ハイキュー‼︎第338話「小さな巨人決定戦」

ガールズの会話が若干ズレてるのになぜか噛み合っててかわいい。そして月島兄に駆け寄ってくる人物。もしかしてこれは!?



鴎台。言わずもがなの星海くんだけではなく、それ以上に厄介なのがブロック。「伊達工以上」と表現された時に伊達工の格が落ちるのではなく、あの伊達工よりも!?って鴎台がいかにヤバいか分かるっていうのはこれまで伊達工についても描写が積み重ねられてきたからだな〜と思う。特に春高直前に練習試合をやったのが効いてくる。

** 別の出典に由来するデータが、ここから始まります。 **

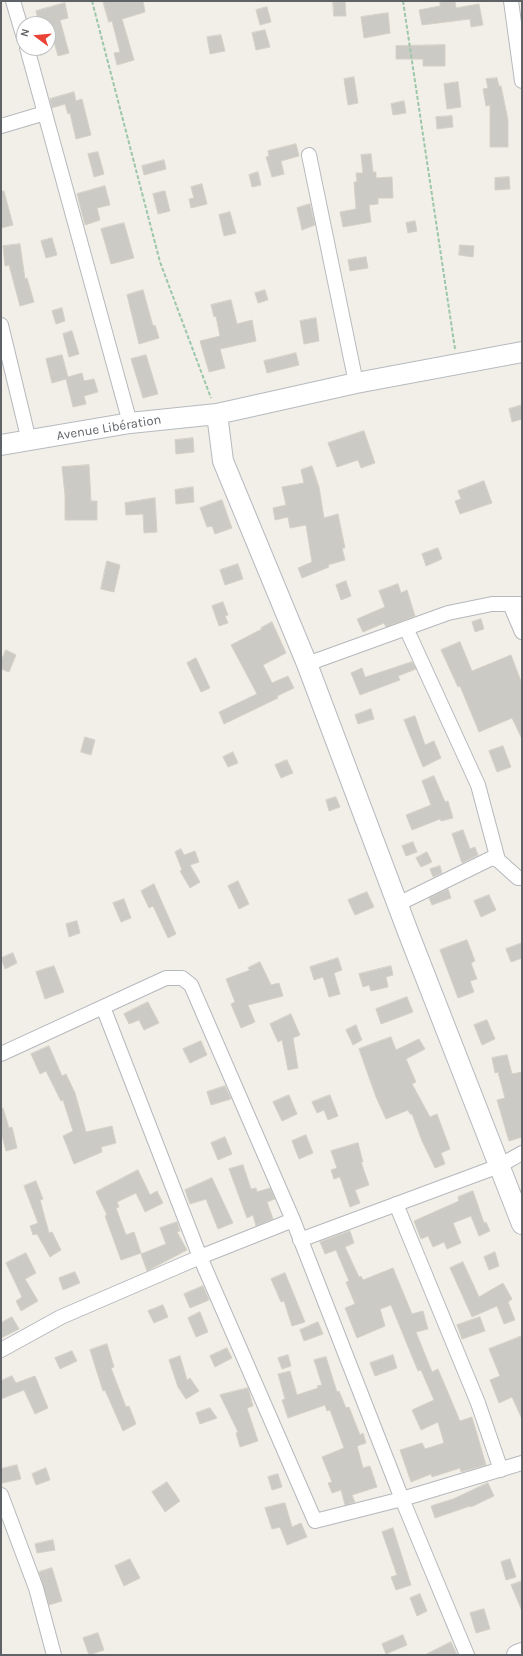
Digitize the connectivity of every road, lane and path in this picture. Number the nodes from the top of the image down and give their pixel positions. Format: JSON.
{"nodes":[{"id":1,"x":13,"y":1,"type":"edge"},
{"id":2,"x":92,"y":1,"type":"edge"},
{"id":3,"x":403,"y":1,"type":"edge"},
{"id":4,"x":511,"y":1,"type":"edge"},
{"id":5,"x":17,"y":16,"type":"edge"},
{"id":6,"x":29,"y":56,"type":"edge"},
{"id":7,"x":522,"y":81,"type":"edge"},
{"id":8,"x":45,"y":113,"type":"junction"},
{"id":9,"x":1,"y":126,"type":"edge"},
{"id":10,"x":309,"y":155,"type":"dead end"},
{"id":11,"x":1,"y":325,"type":"edge"},
{"id":12,"x":522,"y":352,"type":"edge"},
{"id":13,"x":458,"y":364,"type":"junction"},
{"id":14,"x":356,"y":383,"type":"junction"},
{"id":15,"x":217,"y":414,"type":"junction"},
{"id":16,"x":130,"y":423,"type":"junction"},
{"id":17,"x":28,"y":441,"type":"junction"},
{"id":18,"x":1,"y":445,"type":"edge"},
{"id":19,"x":516,"y":604,"type":"edge"},
{"id":20,"x":406,"y":628,"type":"junction"},
{"id":21,"x":522,"y":632,"type":"edge"},
{"id":22,"x":307,"y":664,"type":"junction"},
{"id":23,"x":498,"y":860,"type":"junction"},
{"id":24,"x":521,"y":882,"type":"edge"},
{"id":25,"x":398,"y":904,"type":"junction"},
{"id":26,"x":103,"y":1007,"type":"junction"},
{"id":27,"x":1,"y":1054,"type":"edge"},
{"id":28,"x":522,"y":1153,"type":"edge"},
{"id":29,"x":499,"y":1166,"type":"junction"},
{"id":30,"x":396,"y":1204,"type":"junction"},
{"id":31,"x":293,"y":1220,"type":"junction"},
{"id":32,"x":522,"y":1224,"type":"edge"},
{"id":33,"x":300,"y":1240,"type":"junction"},
{"id":34,"x":200,"y":1257,"type":"junction"},
{"id":35,"x":1,"y":1350,"type":"edge"},
{"id":36,"x":522,"y":1463,"type":"edge"},
{"id":37,"x":501,"y":1470,"type":"junction"},
{"id":38,"x":1,"y":1495,"type":"edge"},
{"id":39,"x":402,"y":1498,"type":"junction"},
{"id":40,"x":522,"y":1653,"type":"edge"},
{"id":41,"x":54,"y":1655,"type":"edge"},
{"id":42,"x":468,"y":1655,"type":"edge"},
{"id":43,"x":517,"y":1655,"type":"edge"}],
"edges":[{"from":1,"to":5,"type":"street"},
{"from":2,"to":15,"type":"path"},
{"from":3,"to":13,"type":"path"},
{"from":4,"to":7,"type":"street"},
{"from":6,"to":8,"type":"street"},
{"from":8,"to":9,"type":"street"},
{"from":8,"to":16,"type":"street"},
{"from":10,"to":14,"type":"street"},
{"from":11,"to":17,"type":"street"},
{"from":12,"to":13,"type":"street","name":"Avenue Libération"},
{"from":13,"to":14,"type":"street","name":"Avenue Libération"},
{"from":14,"to":15,"type":"street","name":"Avenue Libération"},
{"from":15,"to":16,"type":"street","name":"Avenue Libération"},
{"from":15,"to":22,"type":"street"},
{"from":16,"to":17,"type":"street","name":"Avenue Libération"},
{"from":17,"to":18,"type":"street","name":"Avenue Libération"},
{"from":19,"to":20,"type":"street"},
{"from":19,"to":21,"type":"street"},
{"from":20,"to":22,"type":"street"},
{"from":20,"to":23,"type":"street"},
{"from":22,"to":25,"type":"street"},
{"from":23,"to":24,"type":"street"},
{"from":23,"to":25,"type":"street"},
{"from":25,"to":29,"type":"street"},
{"from":26,"to":27,"type":"street"},
{"from":26,"to":31,"type":"street"},
{"from":26,"to":34,"type":"street"},
{"from":28,"to":29,"type":"street"},
{"from":29,"to":30,"type":"street"},
{"from":29,"to":32,"type":"street"},
{"from":30,"to":33,"type":"street"},
{"from":30,"to":37,"type":"street"},
{"from":31,"to":33,"type":"street"},
{"from":31,"to":34,"type":"street"},
{"from":33,"to":39,"type":"street"},
{"from":34,"to":35,"type":"street"},
{"from":34,"to":39,"type":"street"},
{"from":36,"to":37,"type":"street"},
{"from":37,"to":39,"type":"street"},
{"from":38,"to":41,"type":"street"},
{"from":39,"to":42,"type":"street"},
{"from":40,"to":43,"type":"street"}]}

そしてついに、日向は「小さな巨人」に会う。7周年の今、ついになんだなあ〜という感慨がすごい。走って駆け寄っていく日向を見てちょっとじんわりきた。のが、現在の「小さな巨人」は他にやりたいことがあってバレーをやめていて、当時も特に声が掛かったりはしなかった、という事実に、もうもうひれ伏すのみ。めっちゃハイキューだ……!この漫画の主人公である日向、ひいてはこの物語そのもののルーツというか、1番根っこのところにいた「小さな巨人」でも当時声が掛からなかった、という事実に少しピリッと来て、だけれどもそもそも彼はやりたいことがあったから自分の意思で現在別の道を選んでいて多分すごく楽しく過ごしている(と思われる)、この世界にあるのはバレーボールだけではない、そして誰もがそれを選んだり選ばなかったりすることができるという希望。そのどっちもが本当にこの漫画らしいなと思った。

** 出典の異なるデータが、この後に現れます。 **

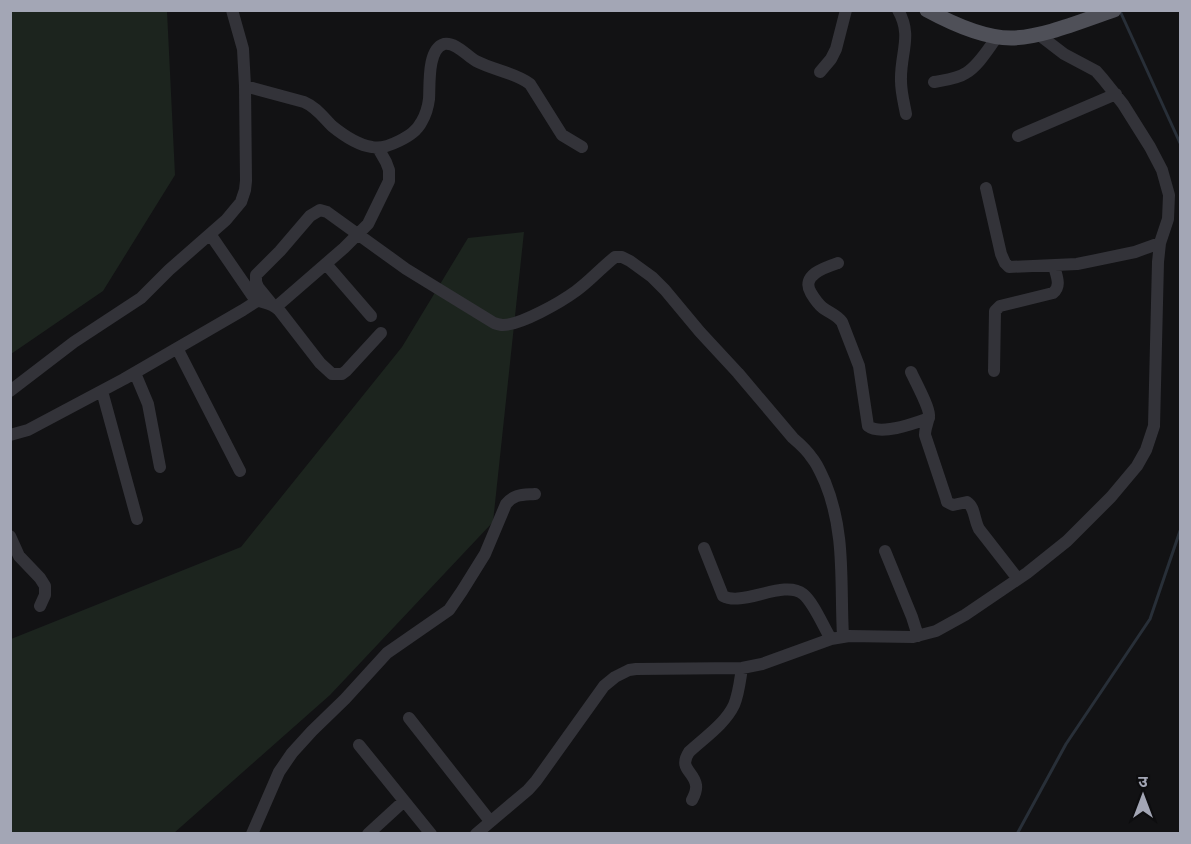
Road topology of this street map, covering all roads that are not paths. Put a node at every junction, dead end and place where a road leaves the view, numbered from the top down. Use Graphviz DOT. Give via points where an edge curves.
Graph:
graph roads {
  1 [pos="232,10"];
  2 [pos="846,10"];
  3 [pos="898,10"];
  4 [pos="927,10"];
  5 [pos="1114,10"];
  6 [pos="1038,34"];
  7 [pos="997,37"];
  8 [pos="820,72"];
  9 [pos="934,82"];
  10 [pos="245,86"];
  11 [pos="1116,94"];
  12 [pos="906,114"];
  13 [pos="1018,136"];
  14 [pos="582,147"];
  15 [pos="378,148"];
  16 [pos="986,188"];
  17 [pos="210,234"];
  18 [pos="358,235"];
  19 [pos="1160,243"];
  20 [pos="838,262"];
  21 [pos="326,264"];
  22 [pos="1054,266"];
  23 [pos="257,301"];
  24 [pos="273,305"];
  25 [pos="371,316"];
  26 [pos="381,333"];
  27 [pos="177,348"];
  28 [pos="994,371"];
  29 [pos="911,372"];
  30 [pos="135,373"];
  31 [pos="10,391"];
  32 [pos="102,391"];
  33 [pos="929,418"];
  34 [pos="10,435"];
  35 [pos="160,467"];
  36 [pos="240,471"];
  37 [pos="535,494"];
  38 [pos="137,519"];
  39 [pos="10,536"];
  40 [pos="704,548"];
  41 [pos="885,551"];
  42 [pos="1018,579"];
  43 [pos="40,606"];
  44 [pos="918,636"];
  45 [pos="837,638"];
  46 [pos="742,668"];
  47 [pos="410,718"];
  48 [pos="359,745"];
  49 [pos="692,800"];
  50 [pos="404,801"];
  51 [pos="490,821"];
  52 [pos="252,834"];
  53 [pos="368,834"];
  54 [pos="431,834"];
  55 [pos="476,834"];
  1 -- 10 [label="street" via="243,49"];
  2 -- 8 [label="street" via="836,49"];
  3 -- 12 [label="street" via="906,33 901,81"];
  4 -- 7 [label="main road"];
  5 -- 6 [label="main road"];
  6 -- 7 [label="main road"];
  6 -- 11 [label="street" via="1096,72"];
  7 -- 9 [label="street" via="966,73"];
  10 -- 15 [label="street" via="309,104 343,134"];
  10 -- 17 [label="street" via="245,190 241,202"];
  11 -- 13 [label="street"];
  11 -- 19 [label="street" via="1150,147 1166,182 1168,219"];
  14 -- 15 [label="street" via="562,135 531,84 444,44 437,49 431,64 429,101 417,130 396,143"];
  15 -- 18 [label="street" via="389,170 389,181 373,217"];
  16 -- 22 [label="street" via="1007,265"];
  17 -- 23 [label="street"];
  17 -- 31 [label="street" via="141,298"];
  18 -- 21 [label="street"];
  18 -- 24 [label="street" via="323,210 310,216 256,274 258,287"];
  18 -- 45 [label="street" via="406,269 501,325 525,319 575,292 615,257 630,261 652,278 820,470 834,508 840,540"];
  19 -- 22 [label="street" via="1100,260"];
  19 -- 42 [label="street" via="1154,426 1148,444 1137,466 1111,497 1066,541"];
  20 -- 33 [label="street" via="812,276 807,287 819,305 842,322 859,366 868,426 890,429"];
  21 -- 24 [label="street"];
  21 -- 25 [label="street"];
  22 -- 28 [label="street" via="1056,291 1000,306 995,311"];
  23 -- 24 [label="street"];
  23 -- 27 [label="street"];
  24 -- 26 [label="street" via="332,374 346,371"];
  27 -- 30 [label="street"];
  27 -- 36 [label="street"];
  29 -- 33 [label="street"];
  30 -- 32 [label="street"];
  30 -- 35 [label="street" via="148,404"];
  32 -- 34 [label="street" via="28,430"];
  32 -- 38 [label="street"];
  33 -- 42 [label="street" via="925,429 927,442 947,502 969,502 979,529"];
  37 -- 52 [label="street" via="511,497 485,554 449,610 387,653 292,753 279,772"];
  39 -- 43 [label="street" via="19,556 45,586"];
  40 -- 45 [label="street" via="723,596 735,599 798,591"];
  41 -- 44 [label="street"];
  42 -- 44 [label="street" via="965,615"];
  44 -- 45 [label="street"];
  45 -- 46 [label="street"];
  46 -- 49 [label="street" via="733,706 720,725 686,757 686,768 696,785"];
  46 -- 51 [label="street" via="636,669 615,677 604,686 536,782"];
  47 -- 51 [label="street"];
  48 -- 50 [label="street"];
  50 -- 53 [label="street"];
  50 -- 54 [label="street"];
  51 -- 55 [label="street"];
}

日向に大きな影響をもたらしたうちの1人である影山は「毎日毎日毎日バレーやってきた」子で、俺が何かにゼツボーするとしたらバレーができなくなったときだけだとそう言う人物で、そして日向のルーツである「小さな巨人」は「他にやりたい事があったし高校出てからはやってない」と言う。きっと日向は今ちょうどその2人の真ん中にいるんだろうと思う。高校までバレーをやることと、高校の先でバレーを続けることって多分意味合いがちょっと違うんだろうな。



日向に「がんばれ新小さな巨人!」と声を掛ける「小さな巨人」、良かったなあ。ああこの人は本当に今はバレーをやっていない人だ、という感じとか、そこにウェットなものがなにひとつ乗っていないんだろう、とか。「過去」に未練とかはきっとなくて、だけど過去の自分を見て始めたという母校の後輩にこうやって呼びかけるくらいには高校時代のことがいい思い出の1つでもあって、という。

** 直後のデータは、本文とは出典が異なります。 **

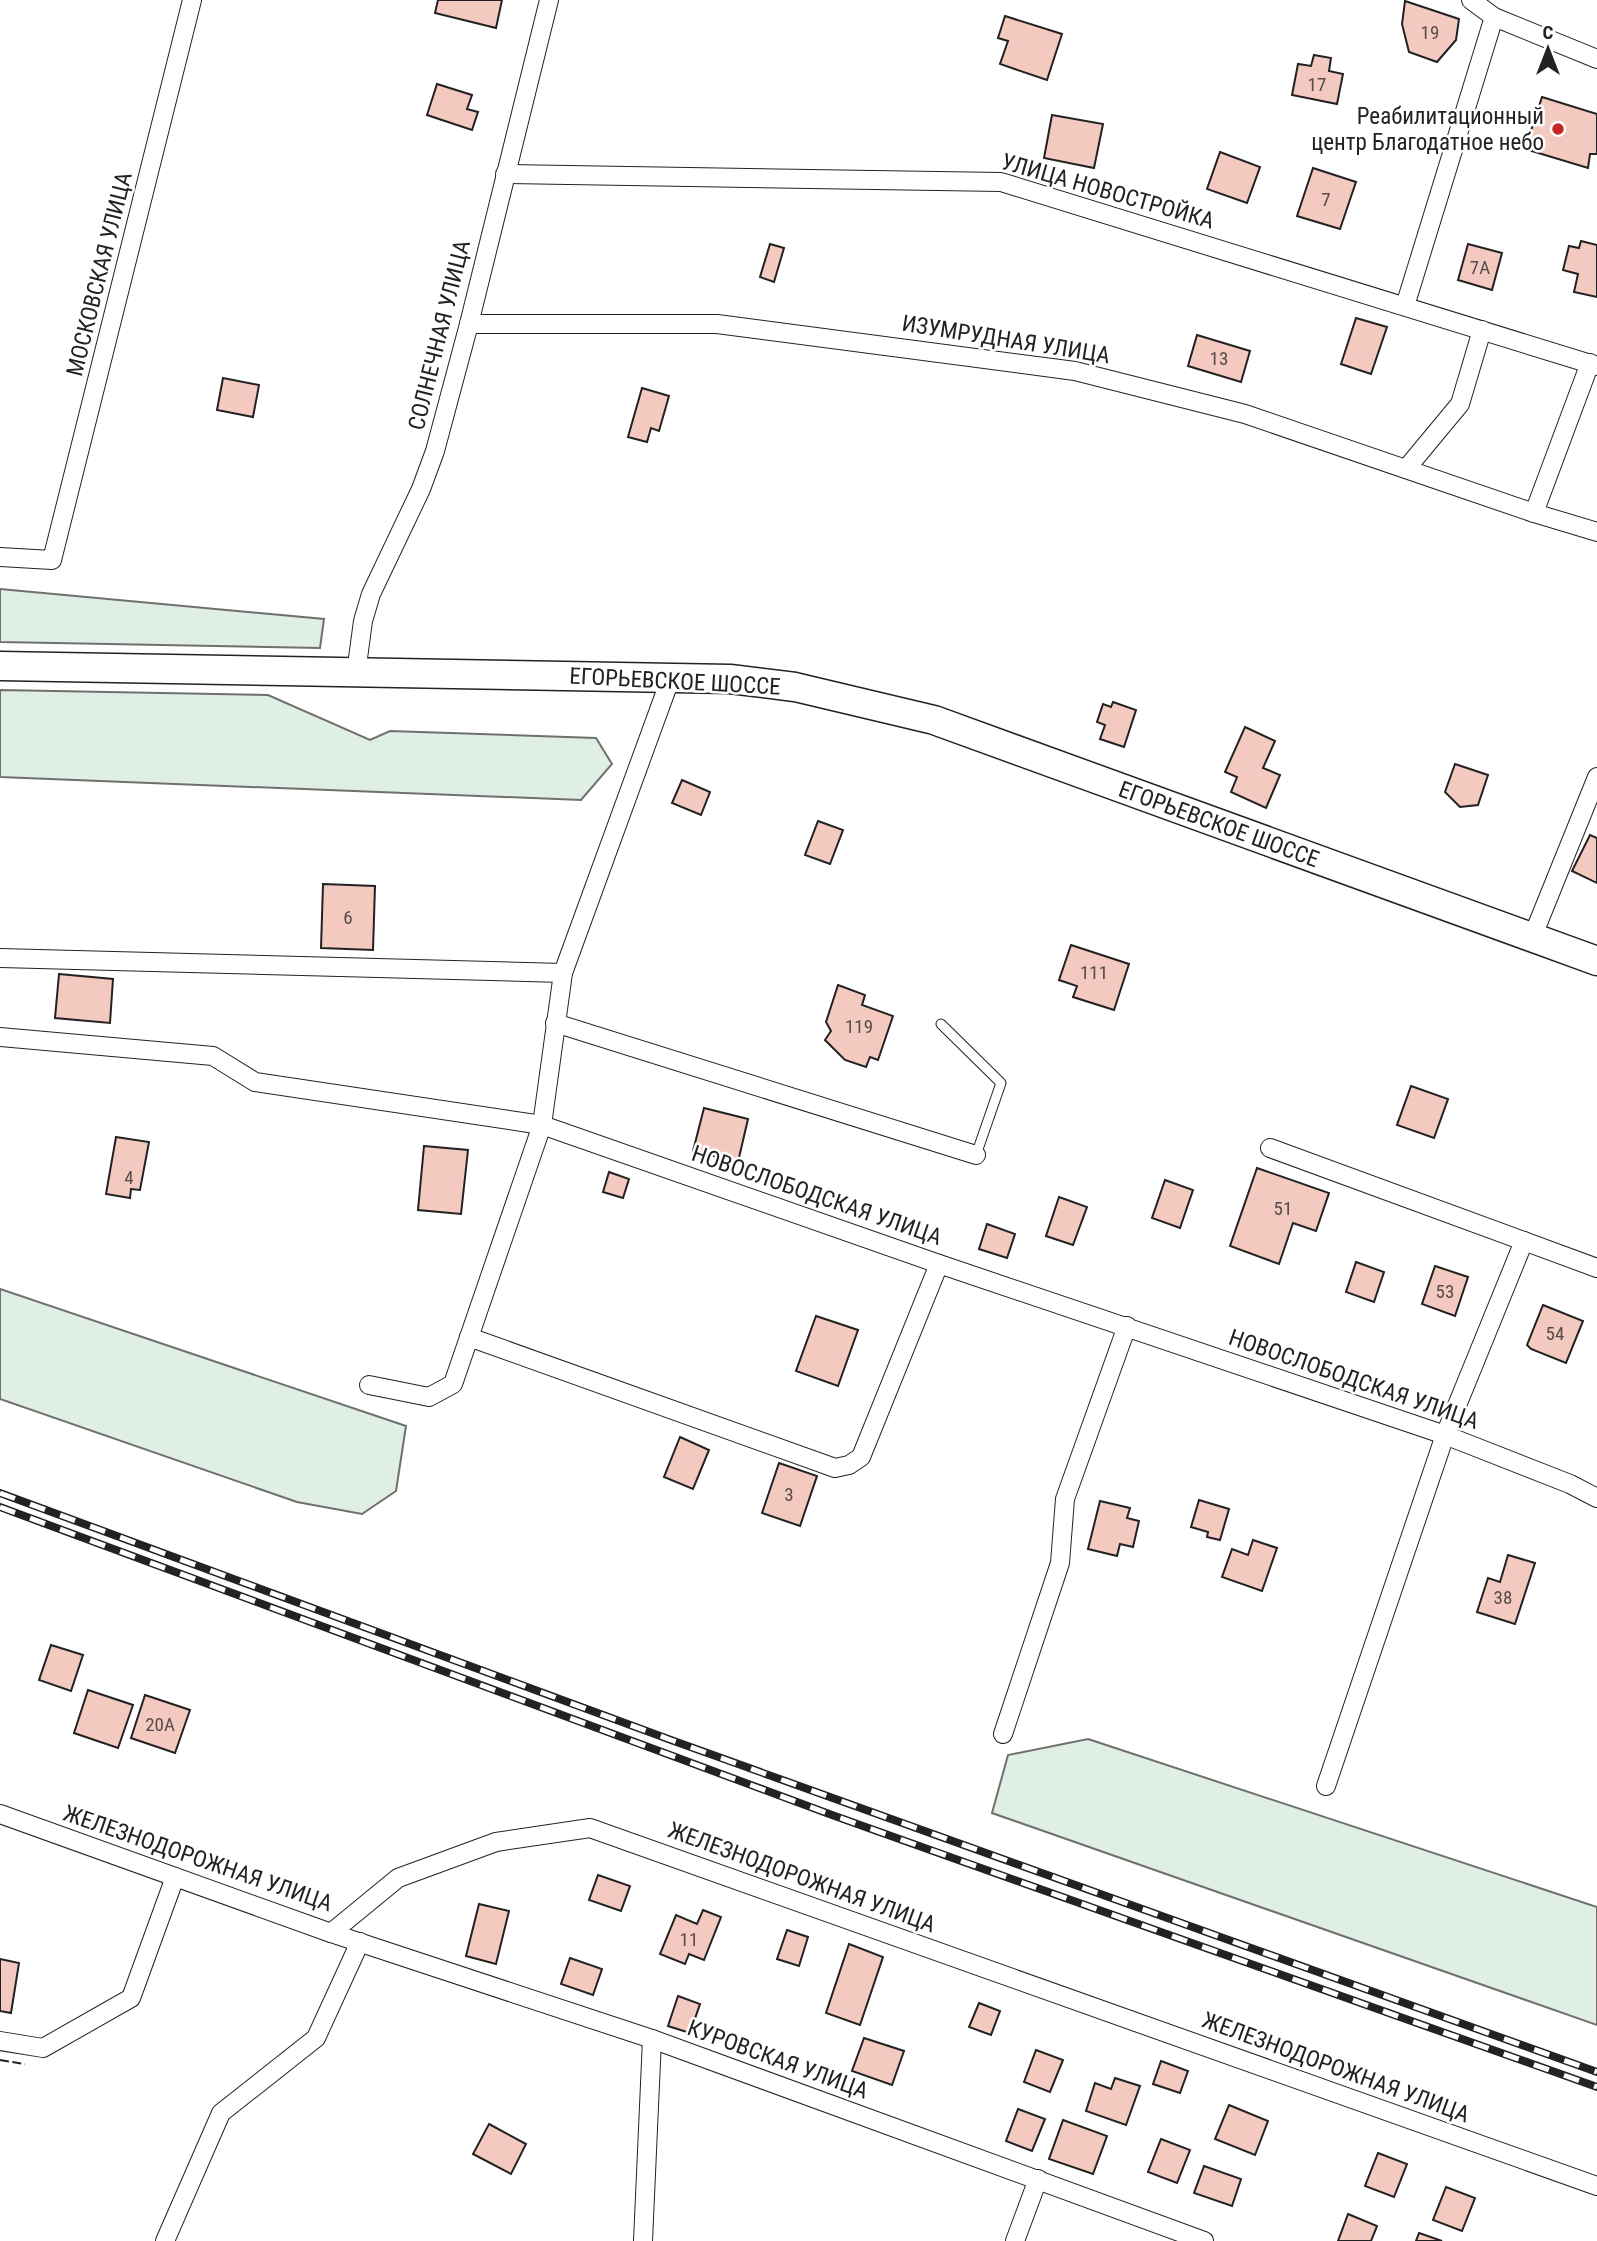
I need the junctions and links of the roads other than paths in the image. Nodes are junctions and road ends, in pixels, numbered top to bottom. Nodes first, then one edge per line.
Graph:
1 (192, 0) edge
2 (549, 0) edge
3 (1471, 0) edge
4 (1494, 17) junction
5 (1597, 59) edge
6 (505, 174) junction
7 (1405, 306) junction
8 (469, 324) junction
9 (1482, 330) junction
10 (1594, 365) edge
11 (1405, 469) junction
12 (1534, 513) junction
13 (1597, 532) edge
14 (0, 557) edge
15 (0, 666) edge
16 (356, 673) junction
17 (671, 677) junction
18 (1597, 777) edge
19 (1532, 938) junction
20 (0, 958) edge
21 (1597, 961) edge
22 (563, 973) junction
23 (555, 1024) junction
24 (941, 1024) dead end
25 (0, 1037) edge
26 (542, 1125) junction
27 (1270, 1148) dead end
28 (976, 1155) joint
29 (1524, 1241) junction
30 (939, 1264) junction
31 (1597, 1268) edge
32 (1127, 1326) junction
33 (469, 1337) junction
34 (369, 1385) dead end
35 (1445, 1435) junction
36 (1597, 1498) edge
37 (1003, 1734) dead end
38 (1326, 1786) dead end
39 (0, 1814) edge
40 (174, 1877) junction
41 (331, 1933) junction
42 (360, 1942) junction
43 (652, 2039) junction
44 (0, 2041) edge
45 (1038, 2179) junction
46 (1597, 2186) edge
47 (165, 2241) edge
48 (643, 2241) edge
49 (1015, 2241) edge
50 (1204, 2241) edge

1 - 14 street, МОСКОВСКАЯ УЛИЦА
2 - 6 street, СОЛНЕЧНАЯ УЛИЦА
3 - 4 street
4 - 5 street
4 - 7 street
6 - 7 street, УЛИЦА НОВОСТРОЙКА
6 - 8 street, СОЛНЕЧНАЯ УЛИЦА
7 - 9 street, УЛИЦА НОВОСТРОЙКА
8 - 11 street, ИЗУМРУДНАЯ УЛИЦА
8 - 16 street, СОЛНЕЧНАЯ УЛИЦА
9 - 10 street, УЛИЦА НОВОСТРОЙКА
9 - 11 street
10 - 12 street
11 - 12 street, ИЗУМРУДНАЯ УЛИЦА
12 - 13 street, ИЗУМРУДНАЯ УЛИЦА
15 - 16 main road, ЕГОРЬЕВСКОЕ ШОССЕ
16 - 17 main road, ЕГОРЬЕВСКОЕ ШОССЕ
17 - 19 main road, ЕГОРЬЕВСКОЕ ШОССЕ
17 - 22 street
18 - 19 street
19 - 21 main road, ЕГОРЬЕВСКОЕ ШОССЕ
20 - 22 street
22 - 23 street
23 - 26 street
23 - 28 street
24 - 28 lane
25 - 26 street, НОВОСЛОБОДСКАЯ УЛИЦА
26 - 30 street, НОВОСЛОБОДСКАЯ УЛИЦА
26 - 33 street
27 - 29 street
29 - 31 street
29 - 35 street
30 - 32 street, НОВОСЛОБОДСКАЯ УЛИЦА
30 - 33 street
32 - 35 street, НОВОСЛОБОДСКАЯ УЛИЦА
32 - 37 street
33 - 34 street
35 - 36 street, НОВОСЛОБОДСКАЯ УЛИЦА
35 - 38 street
39 - 40 street, ЖЕЛЕЗНОДОРОЖНАЯ УЛИЦА
40 - 41 street, ЖЕЛЕЗНОДОРОЖНАЯ УЛИЦА
40 - 44 street
41 - 42 street, КУРОВСКАЯ УЛИЦА
41 - 46 street, ЖЕЛЕЗНОДОРОЖНАЯ УЛИЦА
42 - 43 street, КУРОВСКАЯ УЛИЦА
42 - 47 street
43 - 45 street, КУРОВСКАЯ УЛИЦА
43 - 48 street
45 - 49 street
45 - 50 street, КУРОВСКАЯ УЛИЦА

あんまがっかりしてないという日向。きっと中学時代バレーを始めたばかりの頃や、高校入学したての春に「小さな巨人」に会っていたとしたらこういう言葉は出なかったんじゃないかな。「小さな巨人」って半分概念のようなものに自分を重ねて同じようになりたいと憧れてバレーを始めて、でも自分の身体で勝ったり負けたりを経験したことで、当時見た「小さな巨人」の姿はルーツではあっても「未来の自分」をぴったり重ねる対象ではなくなったんじゃないかな、と思う。



すごく爽やかな気持ちになる回でした。「小さな巨人」はいわば舞台装置のような存在だと思っていたので、まさか出てくるとは、と驚いて、だけど彼自身の人生の存在も、それがバレーとは離れたところにあったこともそこにウェットなものが乗っていないところも、全てが本当に良かった。高校時代に後悔を残した明光が今社会人バレーをやっていることとか、全国出場した/全国出場の経験がある北くんや天童がバレーは高校までと明言していることとか、実際に高校バレーをやめた先を今生きている「小さな巨人」がいることとか、その全てが本当に大好き。鴎台戦、わくわくしてきた〜!楽しみ!